Comments: Harold Nicolson (1886-1968) was a British diplomat, politician and diarist. His wife Vita Sackville-West had an affair with Virginia Woolf. The musical comedy Le Million (France 1931) was directed by René Clair and starred Annabella and René Lefèvre.

At a Movie Theatre

Source: Christopher Morley, ‘At a Movie Theatre’, in Chimneysmoke (New York: George H. Doran Company, 1917), pp. 161-162

Text: How well he spoke who coined the phrase
The picture palace! Aye, in sooth
A palace, where men’s weary days
Are crowned with kingliness of youth.

Strange palace! Crowded, airless, dim,
Where toes are trod and strained eyes smart,
We watch a wand of brightness limn
The old heroics of the heart.

Romance again hath us in thrall
And Love is sweet and always true,
And in the darkness of the hall
Hands clasp — as they were meant to do.

Remote from peevish joys and ills
Our souls, pro tem, are purged and free:
We see the sun on western hills,
The crumbling tumult of the sea.

We are the blond that maidens crave,
Well balanced at a dozen banks;
By sleight of hand we haste to save
A brown-eyed life, nor stay for thanks.

Alas, perhaps our instinct feels
Life is not all it might have been,
So we applaud fantastic reels
Of shadow, cast upon a screen!

Comments: Christopher Morley (1890-1957) was an American journalist, novelist, poet and essayist of prolific output.

Links: Copy at Hathi Trust

Maisie at the Movies

Source: Gertrude S. Walton, Maisie at the Movies (Philadelphia: The Penn Publishing Company, 1922)

Text: CHARACTER – A Shop-Girl. She is overdressed, wears her hair in extreme fashion and her nose is powdered white. She is chewing gum vigorously.

(Gropes way down aisle and pauses — addresses companion LILIAN.) S’awful dark in here, ain’t it, Lil? I think I see a coupla seats in here. Pardon me. (Climbs over two or three seats and settles self.) Y’gonna take yer hat off, Lilian? Let’s slink down in the seats and take a chance — our hats is so small anyhow; in fact I thought the very day I bought the hat that it would be so small that I wouldn’t hafta take it off in the movies.

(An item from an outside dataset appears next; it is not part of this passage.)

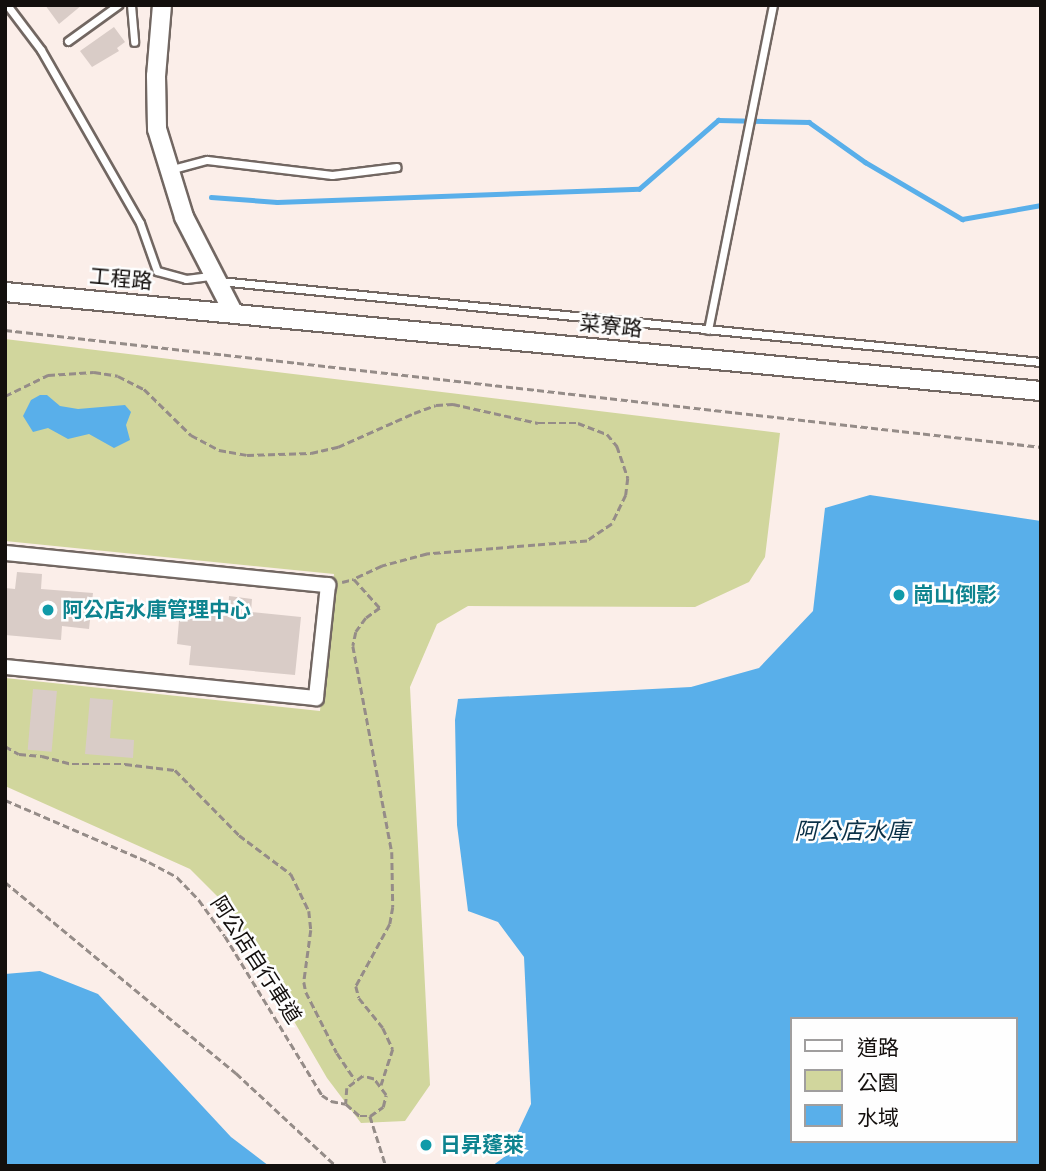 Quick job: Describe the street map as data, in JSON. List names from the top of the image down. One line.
{"streets":{"street":["工程路","菜寮路"],"path":["阿公店自行車道"]},"crossings":[["工程路","菜寮路"]],"water":["阿公店水庫"],"places":["崗山倒影","阿公店水庫管理中心","日昇蓬萊"],"legend":["道路","公園","水域"]}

I hope this ain’t a sad picture, Lilian, because I’m sure to cry over it. I’m so sympathetic, Lilian, and I’m worse ever since Joe and I had our falling out — I cry at the least thing — not that I care so much about Joe, y’understand, only it’s made me so sympathetic or somethin’. Ma says I’m a fool but I donno. Joe was a nice fella but it was his fault a’course.

(Looks frantically from left to right in an effort to see the picture.) Good-night, Lilian, that man certainly takes his time taking his coat off. You’d think it was glued to him, in fact you’d think any man with any sense would take his coat off before he gets in front of the whole show and makes you break your neck trying to see the picture, but then, I don’t care so much for these comedy things anyway.

(Turns to person behind her.) Did you speak to me? My hat — it’s in your way? Well, can you beat that, Lilian? Some people are mighty fussy, believe me.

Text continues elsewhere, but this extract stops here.